Perhaps your app is doing some heavy processing of returned data, for example parsing JSON and updating CoreData content. You can assume that if response is returned from cache the whole processing can be skipped, saving user’s time. That way you will take full advantage of HTTP Cache implementation on the client side.

  1. Shwetabh says:

    Even with status code 304, success does not run. it always enters the failure block. why is this??

    • Darrarski says:

      What kind of error your are receiving? Check error’s domain and code, log out NSError description or localizedDescription. It will help you finding the reason.

      • Shwetabh says:

        Actually, I am getting RESPONSE FROM CACHE: , that is nil when the response from server is 304. My cachedResponse is not getting cached.
        It works fine for server response 200.

        • Darrarski says:

          Check if the block you set using setCacheResponseBlock is called when server returns status code 200. It could be that your server HTTP Cache configuration is not working properly. Unfortunately in that case, my solution is not working like expected.
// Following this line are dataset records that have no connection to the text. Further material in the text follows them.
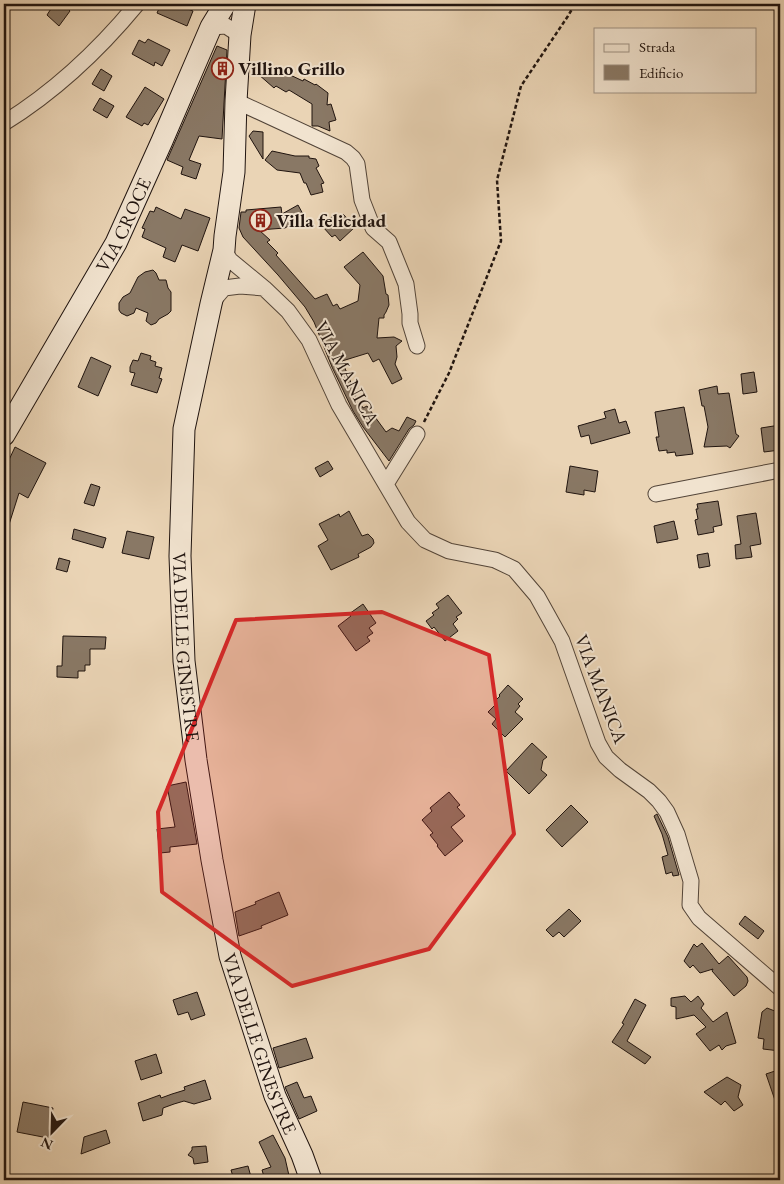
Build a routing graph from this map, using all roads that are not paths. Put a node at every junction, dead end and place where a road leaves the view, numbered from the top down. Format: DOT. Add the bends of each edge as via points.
graph roads {
  1 [pos="136,4"];
  2 [pos="225,4"];
  3 [pos="244,4"];
  4 [pos="211,27"];
  5 [pos="240,35"];
  6 [pos="236,100"];
  7 [pos="4,123"];
  8 [pos="224,250"];
  9 [pos="264,288"];
  10 [pos="211,304"];
  11 [pos="417,346"];
  12 [pos="417,434"];
  13 [pos="4,435"];
  14 [pos="780,470"];
  15 [pos="386,484"];
  16 [pos="656,494"];
  17 [pos="780,988"];
  18 [pos="311,1180"];
  1 -- 7 [label="street" via="73,72"];
  2 -- 4 [label="street, VIA CROCE"];
  3 -- 5 [label="street, VIA DELLE GINESTRE"];
  4 -- 5 [label="street" via="226,26"];
  4 -- 13 [label="street, VIA CROCE" via="116,243"];
  5 -- 6 [label="street, VIA DELLE GINESTRE"];
  6 -- 8 [label="street, VIA DELLE GINESTRE" via="234,172"];
  6 -- 11 [label="street" via="353,158 357,164 362,200 374,228 389,242 406,284 410,323"];
  8 -- 9 [label="street, VIA MANICA" via="230,260"];
  8 -- 10 [label="street, VIA DELLE GINESTRE"];
  9 -- 10 [label="street" via="224,288"];
  9 -- 15 [label="street, VIA MANICA" via="288,311 309,340 339,405"];
  10 -- 18 [label="street, VIA DELLE GINESTRE" via="184,429 180,556 184,660 197,769 230,956 275,1096"];
  12 -- 15 [label="street"];
  14 -- 16 [label="street"];
  15 -- 17 [label="street, VIA MANICA" via="408,522 425,540 449,551 495,560 514,569 537,596 562,640 598,743 606,757 649,791 667,812 691,881 690,905 699,918"];
}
It’s also possible that something changed in AFNetworking recently, I am not able to verify if my solution is still valid at the moment.

  2. pratusha says:

    can u tell me how we can cache server response if we i am using afnetworking

  3. Ganesh says:

    I use following block of code for POST request.

    [manager POST:urlString
    parameters:parameters
    success:^(AFHTTPRequestOperation *operation, id responseObject)
    {

    NSLog(@”JSON: %@”,responseObject);
    NSLog(@”response statuscode : %ld”,(long)operation.response.statusCode); //This prints 200

    }
    failure:^(AFHTTPRequestOperation *operation, NSError *error)
    {

    NSLog(@”Error: %@”,[error localizedDescription]);

    }];

    I don’t want to load the cached response. My application need to update from web service whenever I call request manually. But all the time I get cached response only. The response is not getting updated.